Markus Schneider is considered one of today’s most important and respected European music journalists. He worked as a TV-journalist in the 90′s, translates and writes about music and pop culture since the mid-eighties for magazines and daily papers in Germany and Switzerland, theses days predominantly for Berliner Zeitung and Frankfurter Rundschau, Tages-Anzeiger Zürich, and Rolling Stone.
In this interview, conducted by BRMusicExchange’s PR Dirk Schade, Schneider talked about Brazilian music and its projection throughout Europe.
How interesting is music from Brazil for the music journalists and German radio stations?
Generally speaking, with the digital evolution in full effect, I don’t really think geography matters all that much any more. In a more specific way it’s still always difficult to find a way around the traditional dominance of Anglo-American and native pop music in Germany.
So from a professional POV there has to be some kind of unique selling point (besides the music) to catch the interest of the media – as it happened for example with Arto Lindsay or the baile-craze in clubs some years ago when DJs/ producers like Diplo or Will.I.Am were charting Brazilian sounds on the mainstream map.
What can musicians from Brazil do to catch the interest of the German media?
I think it helps dramatically to have a local amplifier/distributor who is able to raise some interest. Journalists’ computers are flooded with new music daily so they tend to file and filter. A generic label like „Brazilian Pop“ will more likely be filed under „Let’s see if I’ll find time for this“ than „great Brazilian Pop on highly estimated Indielabel X“ or word-of-mouth promoting like „don’t miss the Brazilian support of cool US-Band X or DJ Y“. There are also festivals like the ones in Berlin’s HKW, that present global pop off the dominant routes to a broader minded audience than the average pop or world music folk. Of course… see 3
How important are digital media for promoting artists in Germany/Europe? Should people also use the traditional elements like CD‘s or print advertising?
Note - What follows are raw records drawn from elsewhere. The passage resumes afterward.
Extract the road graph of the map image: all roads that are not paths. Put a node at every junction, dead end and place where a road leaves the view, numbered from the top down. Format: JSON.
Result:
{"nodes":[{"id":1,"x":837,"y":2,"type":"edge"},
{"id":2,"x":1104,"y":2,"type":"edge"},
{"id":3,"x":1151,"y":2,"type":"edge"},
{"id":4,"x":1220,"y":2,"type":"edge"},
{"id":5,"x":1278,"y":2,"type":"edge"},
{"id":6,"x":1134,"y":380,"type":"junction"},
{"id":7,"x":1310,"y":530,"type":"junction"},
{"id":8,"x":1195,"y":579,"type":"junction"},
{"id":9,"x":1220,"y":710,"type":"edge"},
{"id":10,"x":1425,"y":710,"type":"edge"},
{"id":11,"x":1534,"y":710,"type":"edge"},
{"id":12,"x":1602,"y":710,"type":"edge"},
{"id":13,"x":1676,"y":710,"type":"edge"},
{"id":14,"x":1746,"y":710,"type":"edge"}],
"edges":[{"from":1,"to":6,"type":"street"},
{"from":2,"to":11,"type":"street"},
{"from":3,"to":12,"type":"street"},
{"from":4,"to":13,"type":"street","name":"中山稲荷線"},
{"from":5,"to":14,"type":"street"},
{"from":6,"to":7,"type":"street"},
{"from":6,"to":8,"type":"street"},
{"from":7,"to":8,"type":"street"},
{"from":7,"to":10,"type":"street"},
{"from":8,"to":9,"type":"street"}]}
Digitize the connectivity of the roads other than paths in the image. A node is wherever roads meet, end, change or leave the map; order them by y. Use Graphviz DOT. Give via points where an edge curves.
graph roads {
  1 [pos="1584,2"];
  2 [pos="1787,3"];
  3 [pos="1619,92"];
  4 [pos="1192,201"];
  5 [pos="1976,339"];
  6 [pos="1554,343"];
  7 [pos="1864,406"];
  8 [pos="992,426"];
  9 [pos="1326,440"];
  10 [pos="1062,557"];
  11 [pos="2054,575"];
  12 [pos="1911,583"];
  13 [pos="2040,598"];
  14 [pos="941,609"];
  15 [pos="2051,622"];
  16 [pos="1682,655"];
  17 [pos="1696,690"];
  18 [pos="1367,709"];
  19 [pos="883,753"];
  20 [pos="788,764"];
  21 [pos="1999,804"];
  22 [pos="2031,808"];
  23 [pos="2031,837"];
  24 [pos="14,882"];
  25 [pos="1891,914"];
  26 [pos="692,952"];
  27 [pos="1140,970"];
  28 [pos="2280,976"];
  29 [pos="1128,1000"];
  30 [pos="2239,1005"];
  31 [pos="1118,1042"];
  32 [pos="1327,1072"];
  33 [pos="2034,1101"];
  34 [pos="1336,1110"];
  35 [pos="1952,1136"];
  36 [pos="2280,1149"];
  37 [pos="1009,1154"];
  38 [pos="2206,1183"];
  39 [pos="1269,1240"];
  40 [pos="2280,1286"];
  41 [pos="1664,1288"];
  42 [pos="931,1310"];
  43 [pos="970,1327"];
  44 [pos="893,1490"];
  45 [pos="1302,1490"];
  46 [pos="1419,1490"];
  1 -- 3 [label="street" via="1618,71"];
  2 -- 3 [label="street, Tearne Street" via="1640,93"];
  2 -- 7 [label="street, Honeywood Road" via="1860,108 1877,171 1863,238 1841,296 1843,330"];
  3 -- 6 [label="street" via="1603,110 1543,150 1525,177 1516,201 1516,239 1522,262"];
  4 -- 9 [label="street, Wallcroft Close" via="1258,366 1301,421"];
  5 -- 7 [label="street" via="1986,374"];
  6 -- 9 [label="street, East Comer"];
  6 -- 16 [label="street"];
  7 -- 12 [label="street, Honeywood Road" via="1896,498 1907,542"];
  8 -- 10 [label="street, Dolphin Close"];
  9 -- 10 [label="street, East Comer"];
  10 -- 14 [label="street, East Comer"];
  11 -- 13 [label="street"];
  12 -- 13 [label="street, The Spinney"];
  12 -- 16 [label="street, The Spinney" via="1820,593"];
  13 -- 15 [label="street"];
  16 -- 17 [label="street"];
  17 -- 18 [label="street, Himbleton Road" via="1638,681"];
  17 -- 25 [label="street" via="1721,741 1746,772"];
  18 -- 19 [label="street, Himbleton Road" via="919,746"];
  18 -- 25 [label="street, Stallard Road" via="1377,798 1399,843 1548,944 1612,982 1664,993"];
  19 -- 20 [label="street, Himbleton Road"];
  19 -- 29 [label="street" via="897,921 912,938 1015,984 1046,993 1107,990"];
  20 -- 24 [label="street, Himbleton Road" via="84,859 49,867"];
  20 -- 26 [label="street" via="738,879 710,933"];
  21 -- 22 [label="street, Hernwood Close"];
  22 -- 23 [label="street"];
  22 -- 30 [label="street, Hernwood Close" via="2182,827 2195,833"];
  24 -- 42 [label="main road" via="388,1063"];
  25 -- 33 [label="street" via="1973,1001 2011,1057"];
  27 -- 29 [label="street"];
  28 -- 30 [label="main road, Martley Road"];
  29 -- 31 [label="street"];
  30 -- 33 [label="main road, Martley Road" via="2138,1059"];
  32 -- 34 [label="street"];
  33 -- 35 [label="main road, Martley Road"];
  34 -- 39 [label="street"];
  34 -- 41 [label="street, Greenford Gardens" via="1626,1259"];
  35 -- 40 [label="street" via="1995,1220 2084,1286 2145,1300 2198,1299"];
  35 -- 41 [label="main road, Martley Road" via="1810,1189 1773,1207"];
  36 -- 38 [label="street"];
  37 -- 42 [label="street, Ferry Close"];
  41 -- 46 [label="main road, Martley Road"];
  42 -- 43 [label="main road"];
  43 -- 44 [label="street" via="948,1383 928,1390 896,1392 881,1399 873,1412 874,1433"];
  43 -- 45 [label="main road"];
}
Amplifying by social media like Facebook or a Youtube buzz seems to be helpful. Not for me, though. Professionally, I still trust in the traditional channels. But of course buzz works as an attention-filter. As far as CD and print are concerned – I think it depends. Editorial offices are being spammed with Cds and paper. So again, it’s important to fall into some kind of attention filter, a reliable label, promoter a.s.o
How would you recommend Brazilian artists or agents get started in Germany?
Find someone who knows about German pop business and is connected, record distributors, bookers, and the likes. Then, as in every country, travel – the German word is „ox-tour“, meaning you open for better known bands and maybe find attention. Contact specialised promoters, bookers, journalists and distributors who will know the networking channels, radio or tv stations (net or landbased), editorial boards of papers and magazines. (Bribe them to come to Brazil Seriously speaking, this is of course how national music boards work: Invite a group of relevant people to get to know the local scene and they will likely be more readily triggered to listen to music from the respective country.). Know your genre (and the competences of your local contact), a Samba band needs – needless to say – different handling, location, programmes and background than, let’s say, experimental baile funk or doom metal.
When you think of Brazilian music, what artists come to mind?
A whole lot of Bossa-people from the 60s of course, Jobim, Gil, Veloso. I got a bit interested after first listening to stuff like Getz/ Gilberto, Charlie Byrd et al as a jazzloving kid. Soul Jazz compilations of Tropicalia and post-Tropicalia; Daniel Haaksman’s Baile funk compilations. Diplo’s global disco; N-1; Babe, Terror (saw them at a HKW Festival); Arto Lindsays productions.
Do you have any musical favourites from Brazil?
I still like the old singer/songwriter Bossamusic quite a bit. I am, for reason layed out before, I guess, quiete uninformed about current affairs. A good example of how rather randomly music from beyond my regular paths finds its way to me is Juana Molina’s „Son“ I had it in my year end top five of 2006 because I liked her new take on traditional Bossa Nova (I thought she was Brazilian) after following a recommendation on Simon Reynolds’ blog – good example of the randomness of attention-triggers.